What is the maximum kinetic energy of an electron emitted in the beta decay of a...

What is the maximum kinetic energy of an electron emitted in the beta decay of a free neutron?

Expert Solution

In these sorts of questions, it is easier to deal with mass in terms of eV/c^2.
(From E = mc^2, physicists rearrange to get m = E/c^2, where energy is given in electron-Volts, eV)

Now we have:
(n) neutron mass: 939.565560 MeV/c^2
(p) proton mass: 938.272013 MeV/c^2
(e) electron mass: 0.51099891 MeV/c^2
(v) antineutrino mass: <1eV (Negligible)

(Note: 1 MeV = 1 million eV = 1 x 10^6 eV)

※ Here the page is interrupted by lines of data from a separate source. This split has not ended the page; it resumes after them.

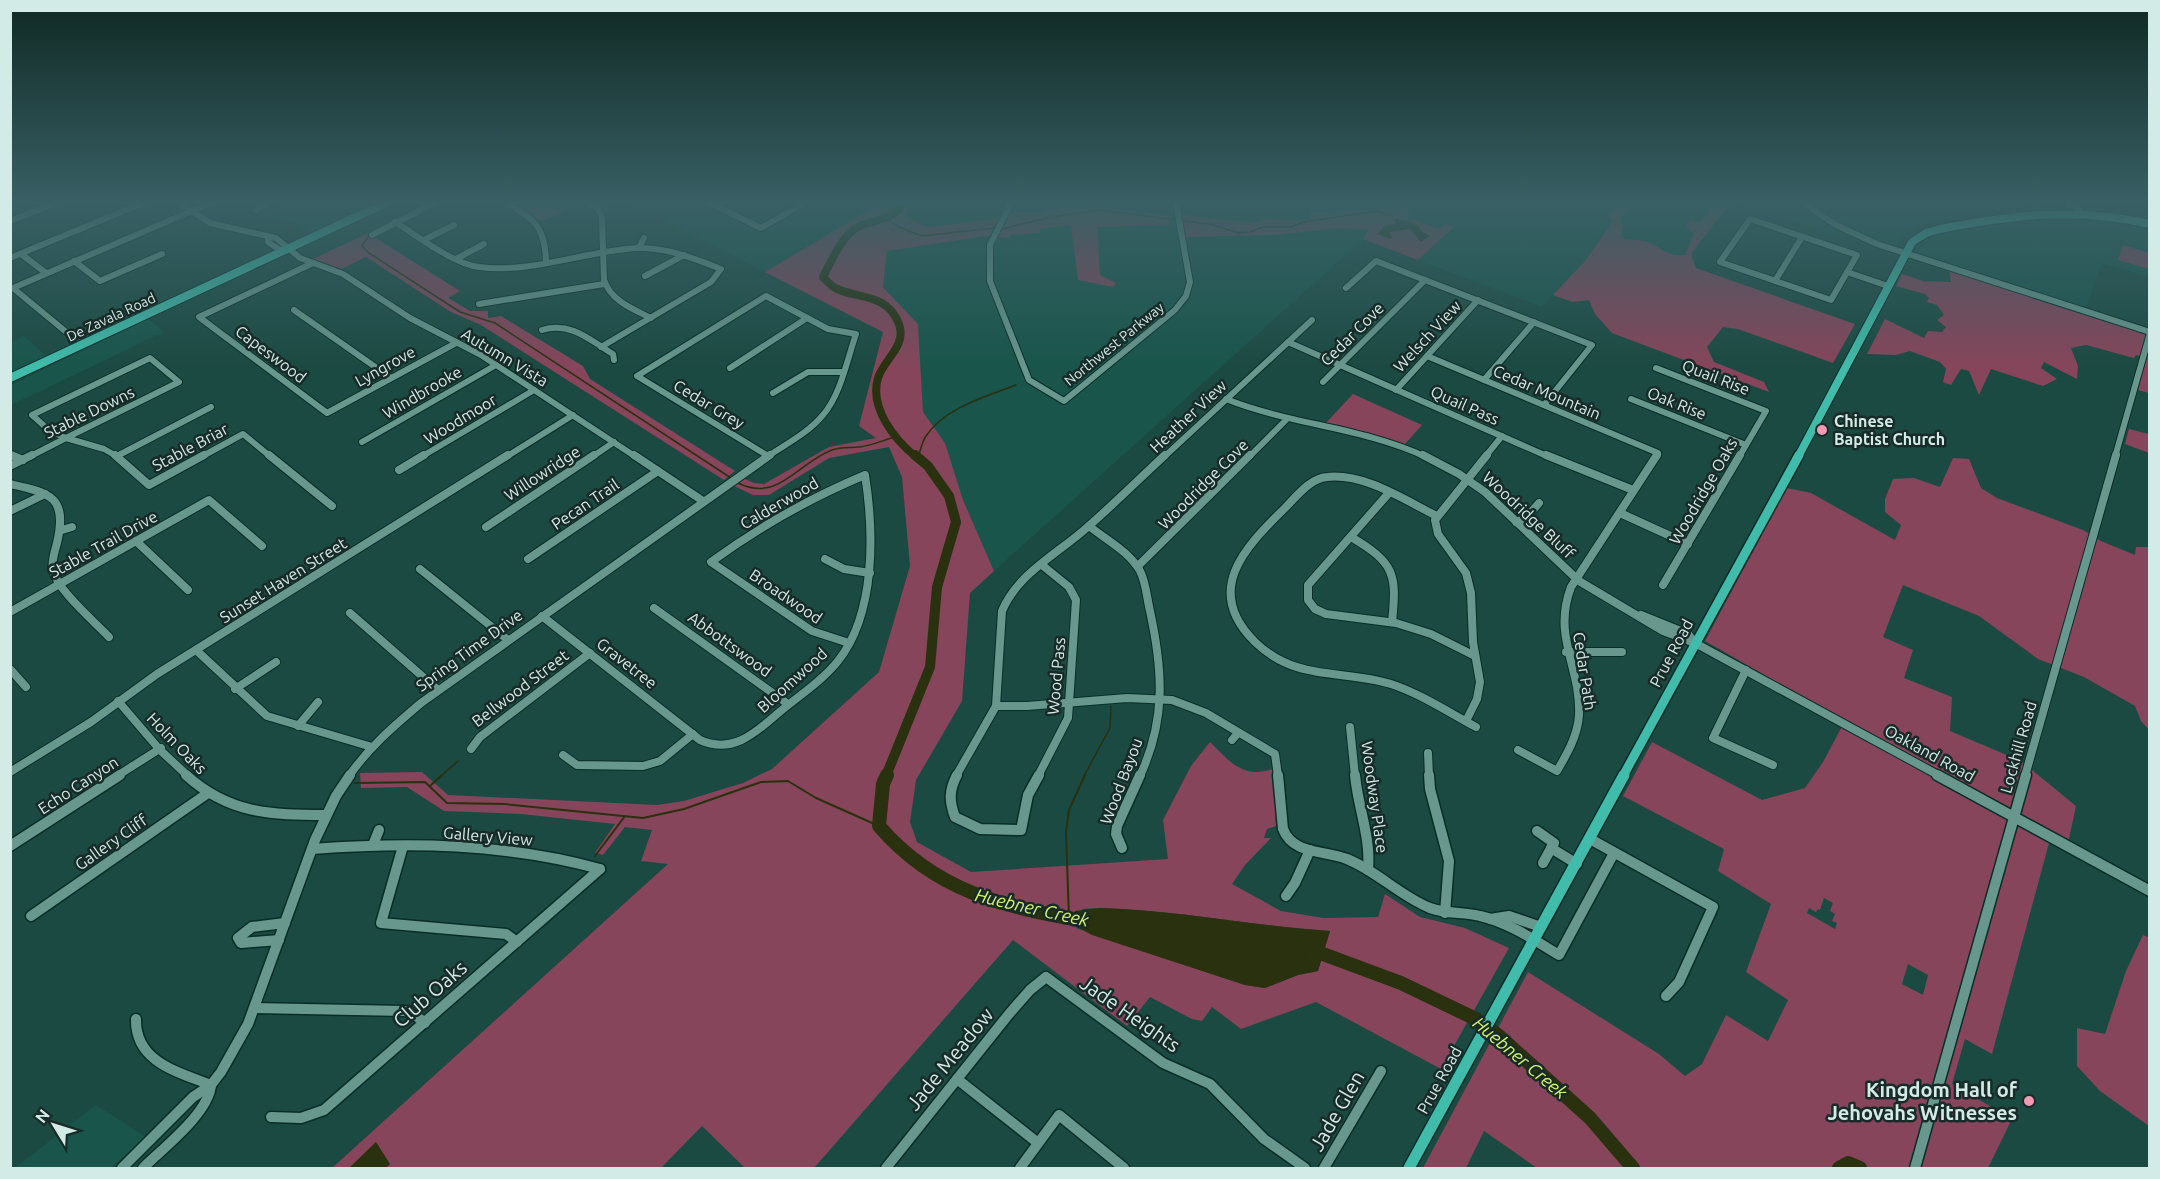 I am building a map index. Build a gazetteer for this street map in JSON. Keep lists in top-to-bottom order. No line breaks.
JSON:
{"streets":{"main road":["De Zavala Road","Prue Road"],"street":["Cedar Cove","Welsch View","Northwest Parkway","Capeswood","Autumn Vista","Lyngrove","Quail Rise","Windbrooke","Cedar Mountain","Oak Rise","Cedar Grey","Quail Pass","Stable Downs","Heather View","Woodmoor","Stable Briar","Willowridge","Woodridge Cove","Woodridge Oaks","Calderwood","Pecan Trail","Woodridge Bluff","Stable Trail Drive","Sunset Haven Street","Broadwood","Abbottswood","Spring Time Drive","Gravetree","Cedar Path","Wood Pass","Bloomwood","Bellwood Street","Holm Oaks","Lockhill Road","Oakland Road","Wood Bayou","Echo Canyon","Woodway Place","Gallery View","Gallery Cliff","Club Oaks","Jade Heights","Jade Meadow","Jade Glen"]},"crossings":[["Cedar Cove","Quail Pass"],["Welsch View","Cedar Mountain"],["Welsch View","Quail Pass"],["Capeswood","Autumn Vista"],["Capeswood","Lyngrove"],["Autumn Vista","Lyngrove"],["Autumn Vista","Windbrooke"],["Autumn Vista","Woodmoor"],["Autumn Vista","Willowridge"],["Autumn Vista","Pecan Trail"],["Autumn Vista","Sunset Haven Street"],["Autumn Vista","Spring Time Drive"],["Quail Rise","Woodridge Oaks"],["Cedar Mountain","Cedar Path"],["Oak Rise","Woodridge Oaks"],["Cedar Grey","Spring Time Drive"],["Quail Pass","Heather View"],["Quail Pass","Cedar Path"],["Heather View","Woodridge Bluff"],["Heather View","Wood Pass"],["Woodridge Cove","Woodridge Bluff"],["Woodridge Cove","Wood Bayou"],["Calderwood","Broadwood"],["Calderwood","Bloomwood"],["Woodridge Bluff","Prue Road"],["Woodridge Bluff","Cedar Path"],["Woodridge Bluff","Oakland Road"],["Sunset Haven Street","Holm Oaks"],["Broadwood","Bloomwood"],["Abbottswood","Bloomwood"],["Spring Time Drive","Gravetree"],["Spring Time Drive","Holm Oaks"],["Spring Time Drive","Gallery View"],["Prue Road","Oakland Road"],["Gravetree","Bloomwood"],["Gravetree","Bellwood Street"],["Holm Oaks","Echo Canyon"],["Holm Oaks","Gallery Cliff"],["Lockhill Road","Oakland Road"],["Gallery View","Club Oaks"],["Jade Heights","Jade Meadow"]],"water":["Huebner Creek"],"places":["Chinese Baptist Church","Kingdom Hall of Jehovahs Witnesses"],"north":"top left"} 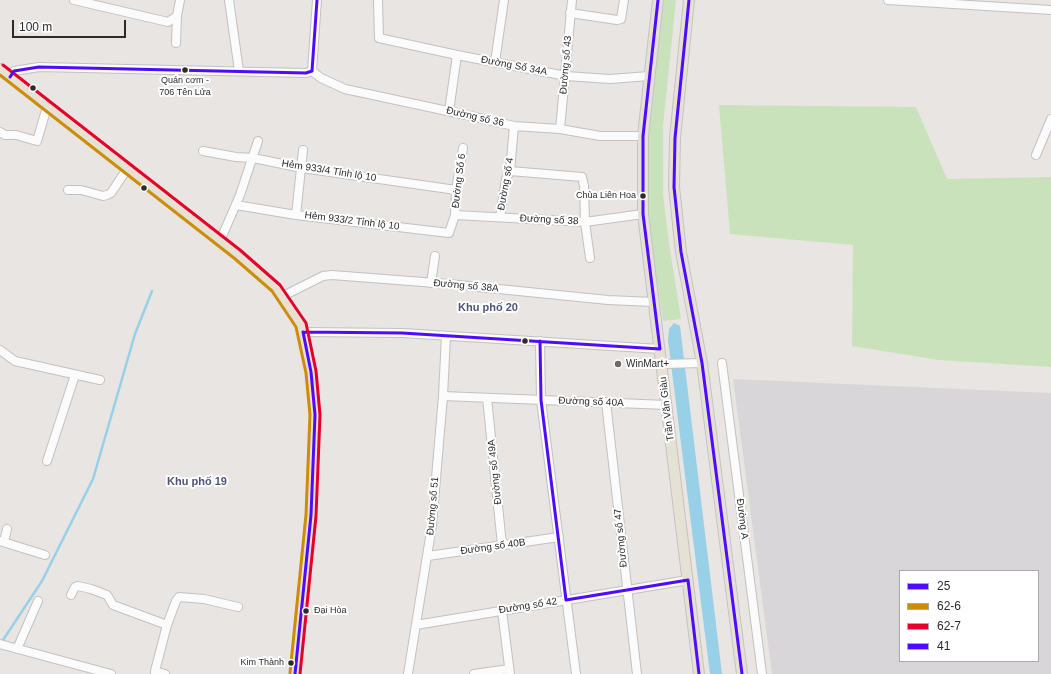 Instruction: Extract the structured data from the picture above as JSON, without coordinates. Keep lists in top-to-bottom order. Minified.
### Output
{"streets":{"main road":["Trần Văn Giàu"],"street":["Đường số 43","Đường Số 34A","Đường số 36","Hẻm 933/4 Tỉnh lộ 10","Đường Số 6","Đường số 4","Đường số 38","Hẻm 933/2 Tỉnh lộ 10","Đường số 38A","Đường số 40A","Đường số 49A","Đường số 51","Đường A","Đường số 47","Đường số 40B","Đường số 42"]},"crossings":[["Đường số 43","Đường Số 34A"],["Đường số 43","Đường số 36"],["Đường Số 34A","Trần Văn Giàu"],["Đường số 36","Đường số 4"],["Đường số 36","Trần Văn Giàu"],["Hẻm 933/4 Tỉnh lộ 10","Đường Số 6"],["Đường Số 6","Đường số 38"],["Đường Số 6","Hẻm 933/2 Tỉnh lộ 10"],["Đường số 4","Đường số 38"],["Đường số 38","Hẻm 933/2 Tỉnh lộ 10"],["Đường số 38","Trần Văn Giàu"],["Đường số 38A","Trần Văn Giàu"],["Đường số 40A","Trần Văn Giàu"],["Đường số 40A","Đường số 49A"],["Đường số 40A","Đường số 51"],["Đường số 40A","Đường số 47"],["Trần Văn Giàu","Đường số 42"],["Đường số 49A","Đường số 40B"],["Đường số 51","Đường số 40B"],["Đường số 51","Đường số 42"],["Đường số 47","Đường số 42"]],"districts":["Khu phố 20","Khu phố 19"],"places":["Quán cơm - 706 Tên Lửa","Chùa Liên Hoa","WinMart+","Đại Hòa","Kim Thành"],"lines":["transit line 25","transit line 41","transit line 62-7","transit line 62-6"],"legend":["25","62-6","62-7","41"],"scale_bar":"100 m"} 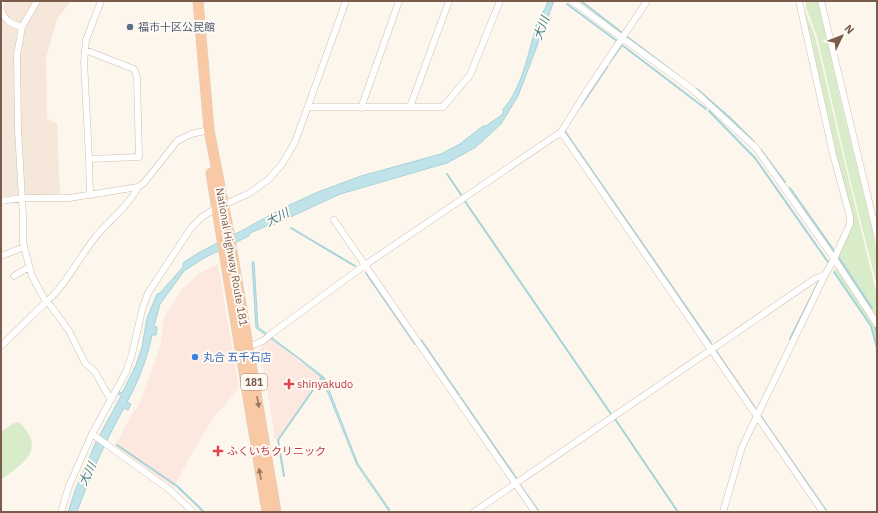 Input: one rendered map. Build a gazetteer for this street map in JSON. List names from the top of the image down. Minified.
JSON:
{"streets":{"highway":["National Highway Route 181","181"]},"water":["大川"],"places":{"other":["福市十区公民館","丸合 五千石店"],"health":["shinyakudo","ふくいちクリニック"]},"north":"top right"} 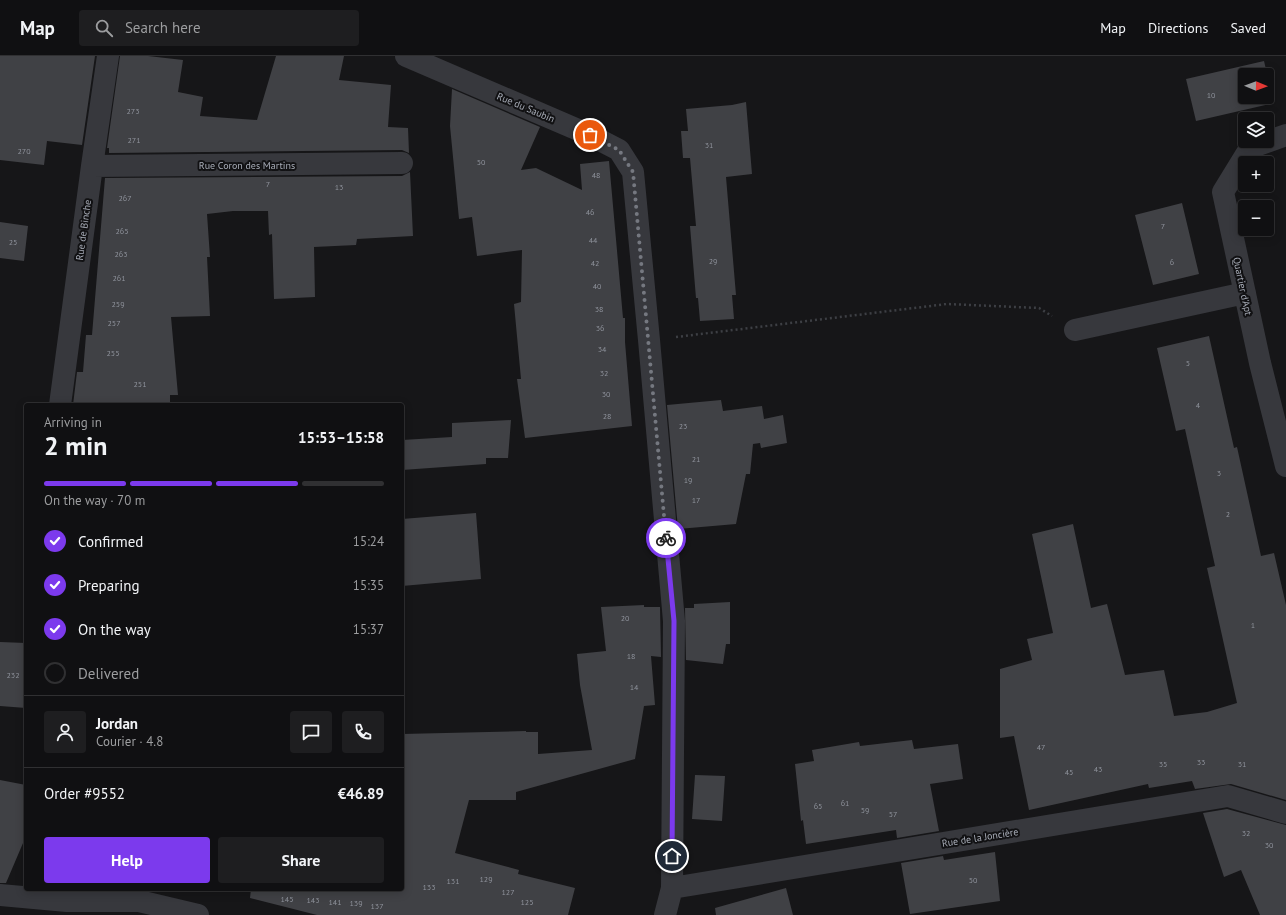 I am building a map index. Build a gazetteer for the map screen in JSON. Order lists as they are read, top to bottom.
{
  "streets": {
    "street": [
      "Rue du Saubin",
      "Rue Coron des Martins",
      "Rue de Binche",
      "Quartier d'Apt",
      "Rue de la Joncière"
    ]
  },
  "crossings": [
    ["Rue du Saubin", "Rue de la Joncière"],
    ["Rue Coron des Martins", "Rue de Binche"]
  ],
  "house_numbers": [
    "10",
    "273",
    "271",
    "31",
    "270",
    "50",
    "48",
    "7",
    "13",
    "267",
    "46",
    "7",
    "265",
    "44",
    "25",
    "263",
    "29",
    "6",
    "42",
    "261",
    "40",
    "259",
    "38",
    "257",
    "36",
    "34",
    "255",
    "5",
    "32",
    "251",
    "30",
    "4",
    "28",
    "23",
    "21",
    "3",
    "19",
    "17",
    "2",
    "20",
    "1",
    "18",
    "232",
    "14",
    "47",
    "33",
    "35",
    "31",
    "43",
    "45",
    "61",
    "65",
    "59",
    "57",
    "32",
    "30",
    "129",
    "50",
    "131",
    "133",
    "127",
    "145",
    "143",
    "141",
    "125",
    "139",
    "137"
  ],
  "north": "right",
  "page": {
    "header": "Map",
    "search": "Search here",
    "nav": ["Map", "Directions", "Saved"],
    "map_buttons": ["+", "−"],
    "heading": ["2 min", "Arriving in", "15:53–15:58"],
    "panel": [
      "Jordan",
      "Courier · 4.8",
      "Order #9552",
      "€46.89"
    ],
    "bar": "On the way · 70 m",
    "list": [
      ["Confirmed", "15:24"],
      ["Preparing", "15:35"],
      ["On the way", "15:37"],
      "Delivered"
    ],
    "buttons": ["Help", "Share"]
  }
} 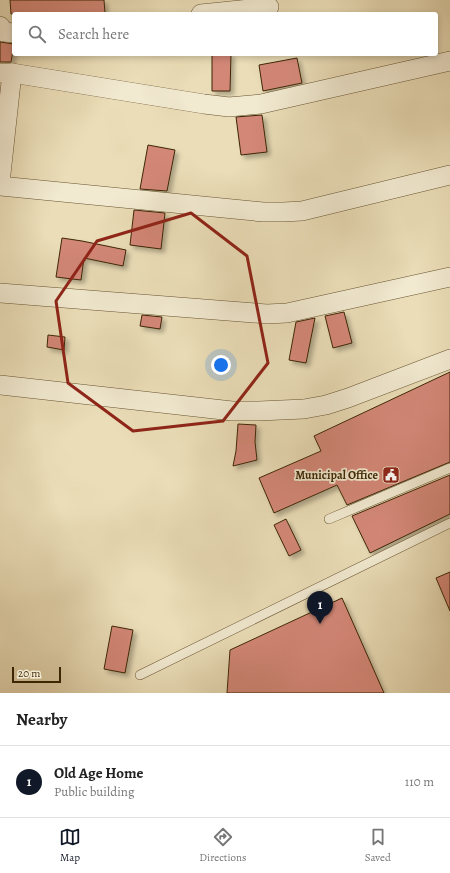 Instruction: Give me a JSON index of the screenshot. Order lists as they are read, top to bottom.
{
  "places": {
    "public building": ["Municipal Office"]
  },
  "scale_bar": "20 m",
  "page": {
    "search": "Search here",
    "pins": "1",
    "scale": "20 m",
    "heading": "Nearby",
    "list": [
      {
        "mark": "1",
        "name": "Old Age Home",
        "note": "Public building",
        "value": "110 m"
      }
    ],
    "nav": ["Map", "Directions", "Saved"]
  }
}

The beta decay process is: n --> p + e + v
There is a mass difference between the left hand side and the right hand side.
(939.565560) - (938.272013 + 0.51099891) = 0.78254809 MeV/c^2

This missing mass is converted in to kinetic energy shared between the beta electron and the anti-neutrino. It is the maximum energy that the electron can have (i.e, when the neutrino energy is zero)
Thus, the kinetic energy released is mc^2 = 0.78254809MeV. <<<ANSWER>>>
(Multiply by the charge of an electron (1.602x10^(-19) Coulombs) to convert MeV to Joules if you wish.)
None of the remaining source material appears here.